● Directions for this task
For every record beneath this instruction, give an exact repetition, omitting images.

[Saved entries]
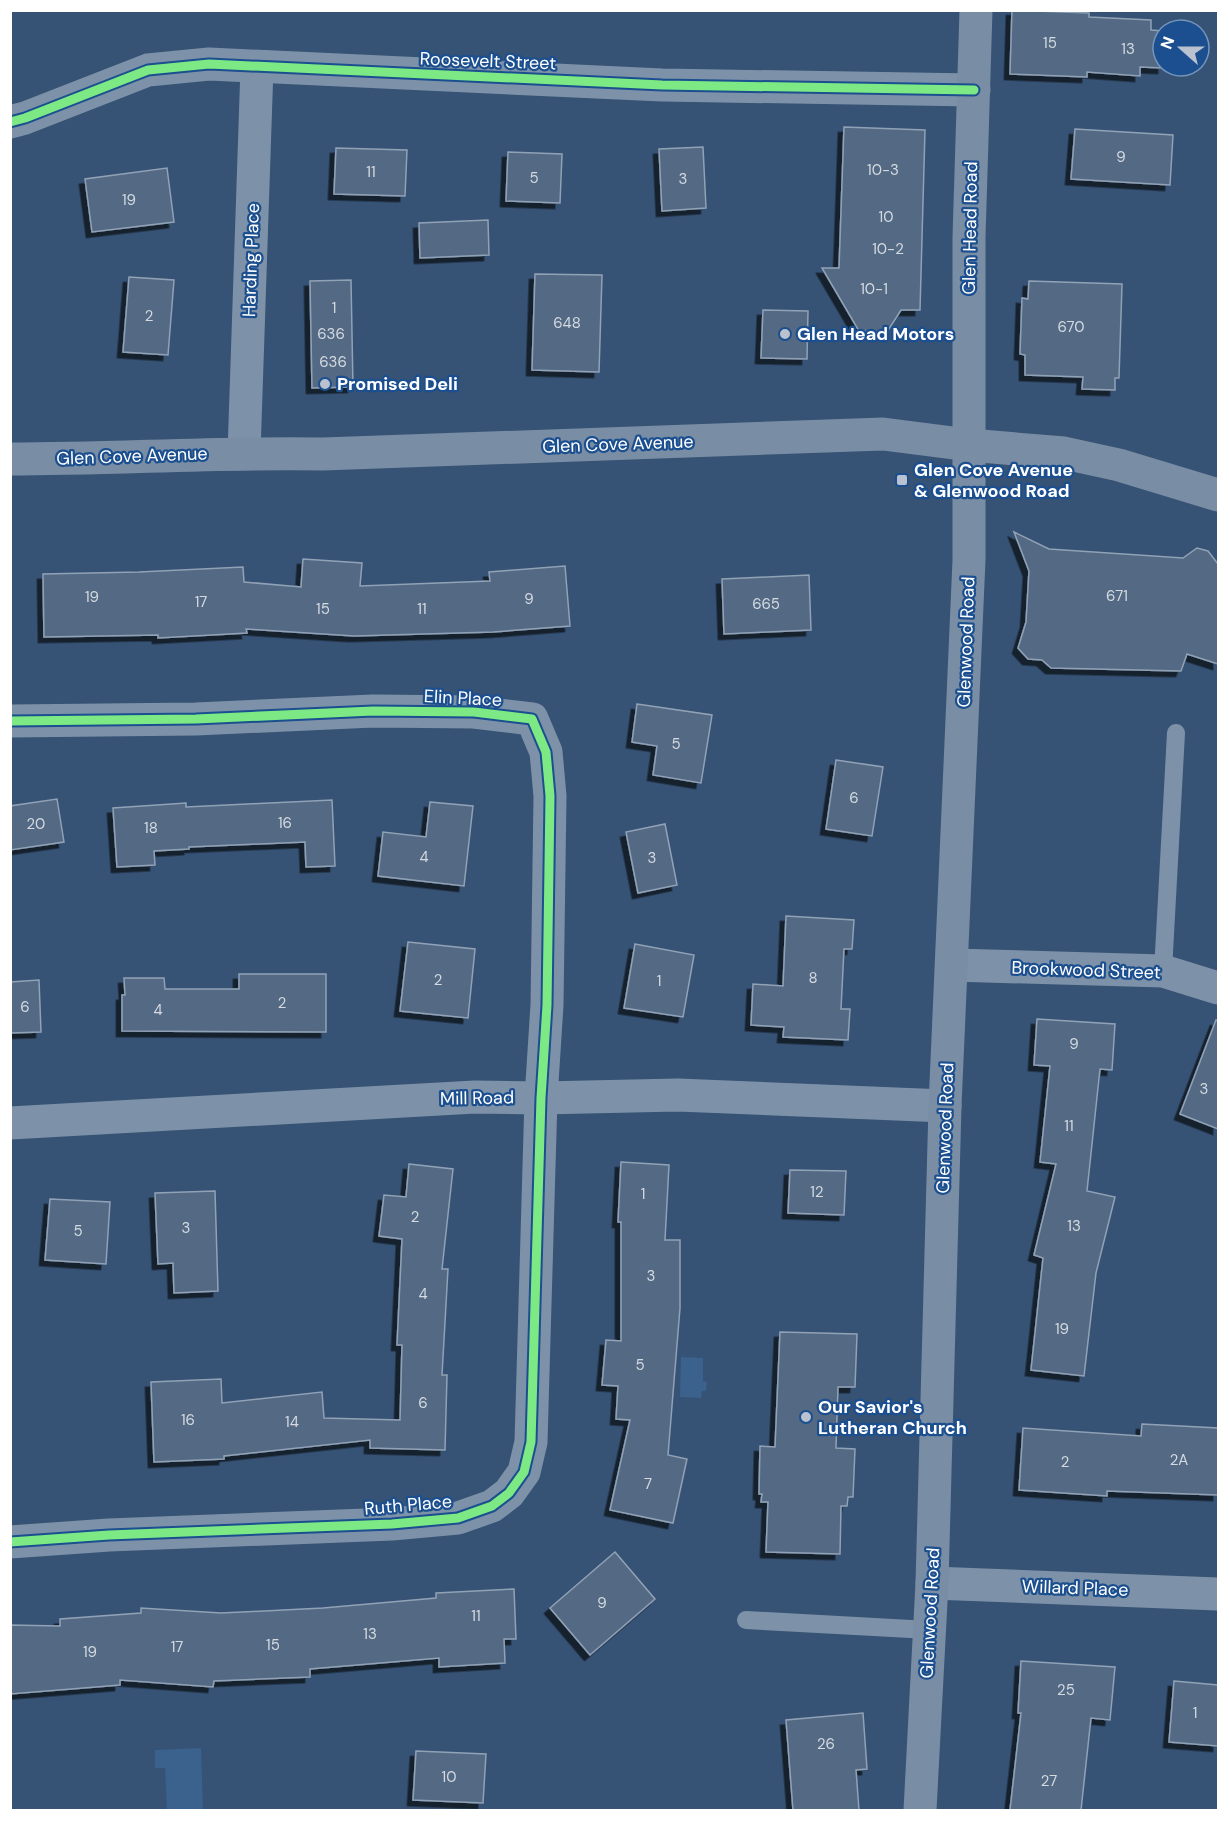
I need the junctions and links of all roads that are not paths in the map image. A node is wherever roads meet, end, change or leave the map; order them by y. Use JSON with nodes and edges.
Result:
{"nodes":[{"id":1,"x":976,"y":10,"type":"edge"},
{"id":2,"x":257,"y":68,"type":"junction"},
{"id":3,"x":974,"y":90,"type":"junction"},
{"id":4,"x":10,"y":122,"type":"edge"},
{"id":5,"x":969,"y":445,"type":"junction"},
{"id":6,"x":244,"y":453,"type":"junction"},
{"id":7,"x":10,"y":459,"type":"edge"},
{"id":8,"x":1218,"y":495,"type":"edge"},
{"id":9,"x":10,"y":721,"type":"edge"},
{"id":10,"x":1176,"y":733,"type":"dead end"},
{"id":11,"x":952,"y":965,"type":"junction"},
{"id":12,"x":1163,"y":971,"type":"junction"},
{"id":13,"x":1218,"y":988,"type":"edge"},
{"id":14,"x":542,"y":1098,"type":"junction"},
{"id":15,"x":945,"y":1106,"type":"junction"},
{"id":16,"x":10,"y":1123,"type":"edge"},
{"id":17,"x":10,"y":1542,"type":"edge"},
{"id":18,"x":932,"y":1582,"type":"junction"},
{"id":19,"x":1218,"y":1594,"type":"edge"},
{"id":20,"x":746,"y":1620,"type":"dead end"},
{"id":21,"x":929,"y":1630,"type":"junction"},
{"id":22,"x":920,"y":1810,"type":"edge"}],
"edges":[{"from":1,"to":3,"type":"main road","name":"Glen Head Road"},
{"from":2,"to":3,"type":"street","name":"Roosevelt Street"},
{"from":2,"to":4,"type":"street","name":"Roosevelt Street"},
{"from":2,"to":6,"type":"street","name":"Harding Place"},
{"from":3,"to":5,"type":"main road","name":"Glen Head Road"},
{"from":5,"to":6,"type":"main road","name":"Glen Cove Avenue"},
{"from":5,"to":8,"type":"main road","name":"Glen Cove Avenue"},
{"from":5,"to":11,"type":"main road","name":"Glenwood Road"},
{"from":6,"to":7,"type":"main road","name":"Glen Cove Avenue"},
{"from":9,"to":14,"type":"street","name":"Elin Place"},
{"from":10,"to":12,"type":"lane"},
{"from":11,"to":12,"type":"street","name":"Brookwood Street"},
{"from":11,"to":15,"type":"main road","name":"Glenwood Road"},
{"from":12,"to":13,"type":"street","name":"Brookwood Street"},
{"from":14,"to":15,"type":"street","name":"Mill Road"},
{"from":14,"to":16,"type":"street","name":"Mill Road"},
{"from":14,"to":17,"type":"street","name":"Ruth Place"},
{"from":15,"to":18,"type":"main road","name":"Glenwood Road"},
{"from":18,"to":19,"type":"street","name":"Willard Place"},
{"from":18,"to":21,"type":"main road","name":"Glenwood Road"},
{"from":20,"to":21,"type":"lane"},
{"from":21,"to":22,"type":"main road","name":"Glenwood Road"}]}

● Answer to the exercise
I need the junctions and links of all roads that are not paths in the map image. A node is wherever roads meet, end, change or leave the map; order them by y. Use JSON with nodes and edges.
Result:
{"nodes":[{"id":1,"x":976,"y":10,"type":"edge"},
{"id":2,"x":257,"y":68,"type":"junction"},
{"id":3,"x":974,"y":90,"type":"junction"},
{"id":4,"x":10,"y":122,"type":"edge"},
{"id":5,"x":969,"y":445,"type":"junction"},
{"id":6,"x":244,"y":453,"type":"junction"},
{"id":7,"x":10,"y":459,"type":"edge"},
{"id":8,"x":1218,"y":495,"type":"edge"},
{"id":9,"x":10,"y":721,"type":"edge"},
{"id":10,"x":1176,"y":733,"type":"dead end"},
{"id":11,"x":952,"y":965,"type":"junction"},
{"id":12,"x":1163,"y":971,"type":"junction"},
{"id":13,"x":1218,"y":988,"type":"edge"},
{"id":14,"x":542,"y":1098,"type":"junction"},
{"id":15,"x":945,"y":1106,"type":"junction"},
{"id":16,"x":10,"y":1123,"type":"edge"},
{"id":17,"x":10,"y":1542,"type":"edge"},
{"id":18,"x":932,"y":1582,"type":"junction"},
{"id":19,"x":1218,"y":1594,"type":"edge"},
{"id":20,"x":746,"y":1620,"type":"dead end"},
{"id":21,"x":929,"y":1630,"type":"junction"},
{"id":22,"x":920,"y":1810,"type":"edge"}],
"edges":[{"from":1,"to":3,"type":"main road","name":"Glen Head Road"},
{"from":2,"to":3,"type":"street","name":"Roosevelt Street"},
{"from":2,"to":4,"type":"street","name":"Roosevelt Street"},
{"from":2,"to":6,"type":"street","name":"Harding Place"},
{"from":3,"to":5,"type":"main road","name":"Glen Head Road"},
{"from":5,"to":6,"type":"main road","name":"Glen Cove Avenue"},
{"from":5,"to":8,"type":"main road","name":"Glen Cove Avenue"},
{"from":5,"to":11,"type":"main road","name":"Glenwood Road"},
{"from":6,"to":7,"type":"main road","name":"Glen Cove Avenue"},
{"from":9,"to":14,"type":"street","name":"Elin Place"},
{"from":10,"to":12,"type":"lane"},
{"from":11,"to":12,"type":"street","name":"Brookwood Street"},
{"from":11,"to":15,"type":"main road","name":"Glenwood Road"},
{"from":12,"to":13,"type":"street","name":"Brookwood Street"},
{"from":14,"to":15,"type":"street","name":"Mill Road"},
{"from":14,"to":16,"type":"street","name":"Mill Road"},
{"from":14,"to":17,"type":"street","name":"Ruth Place"},
{"from":15,"to":18,"type":"main road","name":"Glenwood Road"},
{"from":18,"to":19,"type":"street","name":"Willard Place"},
{"from":18,"to":21,"type":"main road","name":"Glenwood Road"},
{"from":20,"to":21,"type":"lane"},
{"from":21,"to":22,"type":"main road","name":"Glenwood Road"}]}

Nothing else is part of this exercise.